BRICMONT: A vulgarização pode ser bem-feita…
SOKAL: No livro, a cada vez que abordamos um domínio científico, procuramos nos referir a bons textos de vulgarização.

BM: Qual é a relação entre a vulgarização e o mercado?
SOKAL: Uma parte da literatura de vulgarização peca por excessos em virtude do mercado. Insiste, por exemplo, nas teorias mais especulativas, apresentando-as como decorrentes da ciência estabelecida. A vulgarização é difícil, é uma tradução de conceitos científicos. Em nosso livro, nós explicamos a Teoria da Relatividade para um público que não é de cientistas.

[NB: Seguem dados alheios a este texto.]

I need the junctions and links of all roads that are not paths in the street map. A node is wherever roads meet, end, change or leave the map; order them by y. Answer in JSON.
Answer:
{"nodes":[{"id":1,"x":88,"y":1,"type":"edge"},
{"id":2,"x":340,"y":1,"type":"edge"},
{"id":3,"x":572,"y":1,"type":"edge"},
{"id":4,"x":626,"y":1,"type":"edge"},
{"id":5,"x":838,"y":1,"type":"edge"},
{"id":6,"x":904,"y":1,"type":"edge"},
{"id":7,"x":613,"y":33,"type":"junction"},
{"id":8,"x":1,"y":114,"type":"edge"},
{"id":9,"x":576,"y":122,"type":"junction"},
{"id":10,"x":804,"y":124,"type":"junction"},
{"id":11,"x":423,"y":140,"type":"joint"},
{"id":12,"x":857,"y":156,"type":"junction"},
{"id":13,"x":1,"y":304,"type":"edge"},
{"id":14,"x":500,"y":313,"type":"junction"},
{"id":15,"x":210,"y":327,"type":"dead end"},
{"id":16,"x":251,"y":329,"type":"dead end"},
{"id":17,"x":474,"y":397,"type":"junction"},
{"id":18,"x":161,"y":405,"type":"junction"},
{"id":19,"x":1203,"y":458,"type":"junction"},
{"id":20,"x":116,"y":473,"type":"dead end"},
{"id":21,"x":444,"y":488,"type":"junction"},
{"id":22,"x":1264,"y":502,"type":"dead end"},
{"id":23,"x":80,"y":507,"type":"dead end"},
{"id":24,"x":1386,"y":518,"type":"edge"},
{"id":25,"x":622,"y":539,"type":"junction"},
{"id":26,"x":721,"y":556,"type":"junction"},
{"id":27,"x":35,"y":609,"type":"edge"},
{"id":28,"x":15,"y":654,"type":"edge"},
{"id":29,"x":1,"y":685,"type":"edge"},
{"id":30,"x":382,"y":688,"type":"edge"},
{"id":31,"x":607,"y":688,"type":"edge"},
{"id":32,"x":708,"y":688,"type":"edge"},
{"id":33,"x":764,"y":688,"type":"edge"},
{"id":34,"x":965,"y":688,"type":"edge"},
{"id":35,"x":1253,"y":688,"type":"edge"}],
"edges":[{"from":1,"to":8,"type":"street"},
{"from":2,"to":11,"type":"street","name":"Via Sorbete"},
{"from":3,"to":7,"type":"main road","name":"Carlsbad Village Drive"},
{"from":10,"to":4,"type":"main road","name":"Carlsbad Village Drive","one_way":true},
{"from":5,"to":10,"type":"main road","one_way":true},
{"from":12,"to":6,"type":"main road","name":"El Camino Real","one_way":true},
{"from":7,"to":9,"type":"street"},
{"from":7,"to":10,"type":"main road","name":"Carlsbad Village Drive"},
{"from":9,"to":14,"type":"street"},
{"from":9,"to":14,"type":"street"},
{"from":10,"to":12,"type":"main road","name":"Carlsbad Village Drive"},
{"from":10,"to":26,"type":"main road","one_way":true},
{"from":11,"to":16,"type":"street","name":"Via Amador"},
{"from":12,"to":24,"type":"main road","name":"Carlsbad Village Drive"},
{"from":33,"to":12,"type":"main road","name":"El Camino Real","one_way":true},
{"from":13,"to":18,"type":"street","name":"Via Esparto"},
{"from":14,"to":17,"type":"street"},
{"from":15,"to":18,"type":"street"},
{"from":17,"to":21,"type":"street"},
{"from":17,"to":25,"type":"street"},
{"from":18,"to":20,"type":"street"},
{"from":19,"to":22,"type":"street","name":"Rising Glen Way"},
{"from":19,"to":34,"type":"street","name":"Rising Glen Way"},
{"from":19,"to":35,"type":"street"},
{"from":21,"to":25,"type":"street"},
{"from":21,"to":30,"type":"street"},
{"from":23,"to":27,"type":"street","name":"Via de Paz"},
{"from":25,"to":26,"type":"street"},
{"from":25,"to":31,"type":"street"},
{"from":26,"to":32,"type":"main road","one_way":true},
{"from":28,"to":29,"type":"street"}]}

BM: Você termina o seu livro dizendo “… lembremo-nos de que há muito existiu um país em que os pensadores e os filósofos se inspiravam nas ciências, pensavam e escreviam claramente, procurando compreender o mundo natural e social, esforçavam-se para difundir os seus conhecimentos entre os cidadãos e questionavam as iniquidades da ordem social. Essa época era a do Iluminismo – Lumières – e esse país era a França”. Gostaria de saber o que nós podemos esperar, o Novo Iluminismo ou outra coisa?
BRICMONT: O fim do livro foi para lembrar os franceses de que o nosso pensamento não é antifrancês. Tendo a pensar que o espírito do Iluminismo deveria voltar, a crítica aos abusos de poder que existem na sociedade. O que as pessoas de esquerda chamam de “pensamento crítico” é obscuro, relativamente obscurantista. Somos contra isso.
SOKAL: Houve um progresso cognitivo inacreditável no século XX, que levou a um progresso tecnológico, mas os progressos cognitivo e tecnológico não implicaram um progresso moral. É preciso estabelecer distinções claras. Dizer que Auschwitz é consequência do Iluminismo é ridículo.
BRICMONT: Os fascistas utilizavam a tecnologia, mas eram contra o Iluminismo.